Therefore, it is an object of the present invention to provide an aromatic polyamide resin composition which is excellent in fluidity and mold release properties and as a result prevents a decrease in molecular weight during molding. According to the present invention, there is provided a polyamide resin composition comprising the following components.

(A) an aromatic polyamide resin comprising a diamine component (b) comprising an aromatic dicarboxylic acid component as one aliphatic diamine component and an alicyclic diamine component,

(B) 0 to 200 parts by weight of reinforcing fibers per 100 parts by weight of polyamide resin,

(C) at least one additive selected from the group consisting of metal salts of higher fatty acids and derivatives of aliphatic carboxylic acids having from 26 to 32 carbon atoms, wherein said metal is selected from the group consisting of Group I, II and III metals of the periodic table The derivative is selected from the group consisting of acid ester partially combined esters and metal salts and the amount of the additive is in an amount of 0.01 to 5 parts by weight based on 100 parts by weight of the polyamide resin.

Commonly used aromatic polyamide resins include a dicarboxylic acid component and a diamine component.
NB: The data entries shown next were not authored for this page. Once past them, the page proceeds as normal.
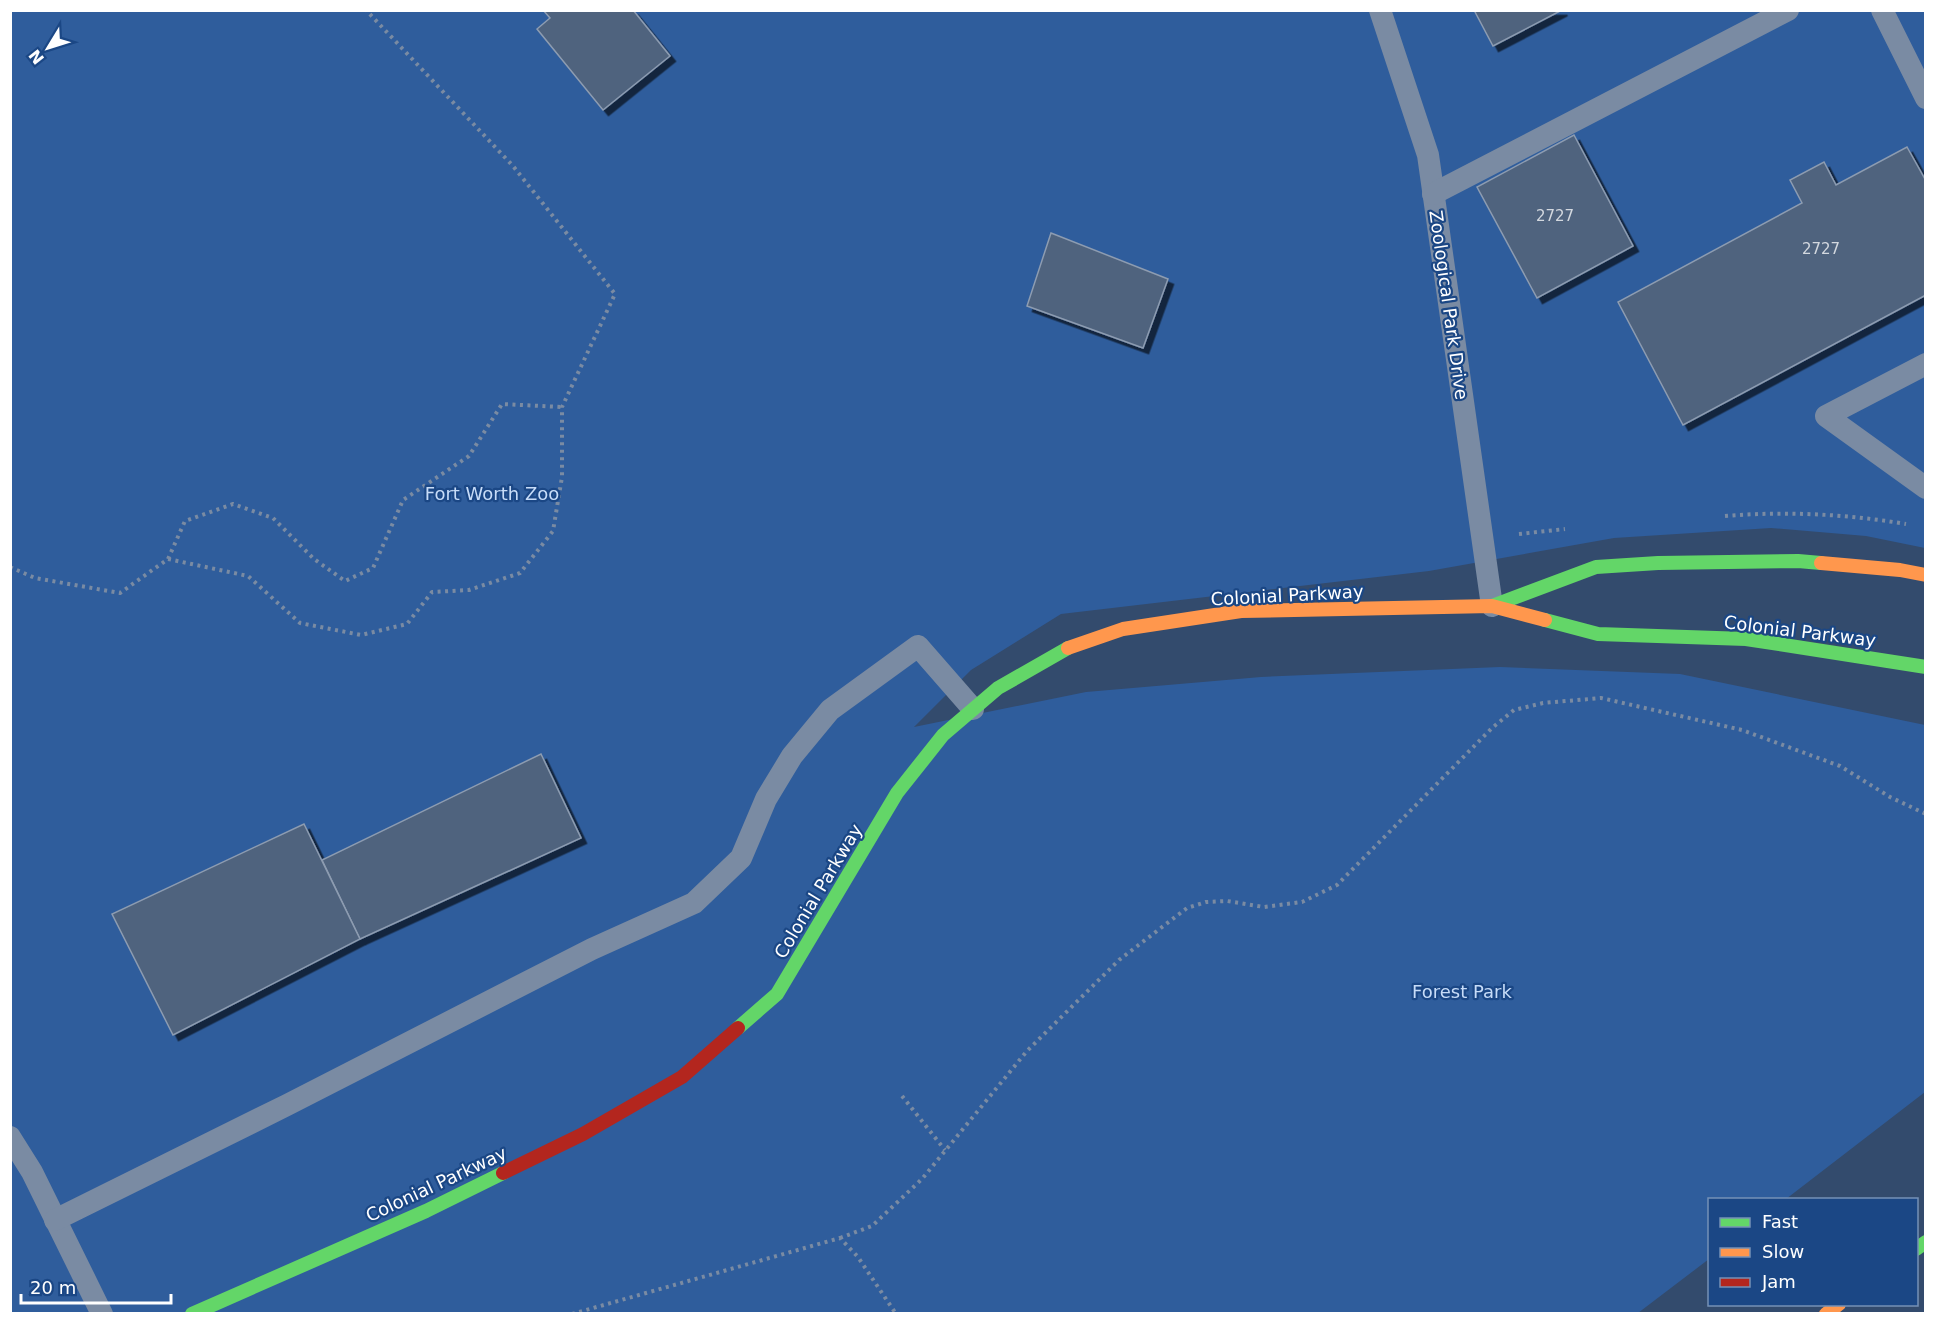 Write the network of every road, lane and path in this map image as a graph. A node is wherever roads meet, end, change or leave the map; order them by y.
1 (366, 10) edge
2 (1380, 10) edge
3 (1788, 10) edge
4 (1882, 10) edge
5 (1926, 98) edge
6 (1433, 194) junction
7 (1926, 364) edge
8 (562, 407) junction
9 (1926, 488) edge
10 (168, 558) junction
11 (10, 567) edge
12 (1926, 575) edge
13 (1492, 606) junction
14 (1926, 667) edge
15 (974, 709) junction
16 (1926, 814) edge
17 (902, 1096) dead end
18 (10, 1137) edge
19 (945, 1150) junction
20 (55, 1220) junction
21 (840, 1238) junction
22 (102, 1314) edge
23 (192, 1314) edge
24 (572, 1314) edge
25 (896, 1314) edge

1 - 8 path
2 - 6 lane, Zoological Park Drive
3 - 6 lane
4 - 5 lane
6 - 13 lane, Zoological Park Drive
7 - 9 lane
8 - 10 path
8 - 10 path
10 - 11 path
12 - 13 street, Colonial Parkway
13 - 14 street, Colonial Parkway
13 - 15 street, Colonial Parkway
15 - 20 lane
15 - 23 street, Colonial Parkway
16 - 19 path
17 - 19 path
18 - 20 lane
19 - 21 path
20 - 22 lane
21 - 24 path
21 - 25 path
The dicarboxylic acid component may be terephthalic acid as the first aromatic dicarboxylic acid component or the other as the second aromatic dicarboxylic acid component or a mixture thereof. Examples of the first aromatic dicarboxylic acid component include isophthalic acid, phthalic acid 2-methyl terephthalic acid or naphthalene dicarboxylic acid component.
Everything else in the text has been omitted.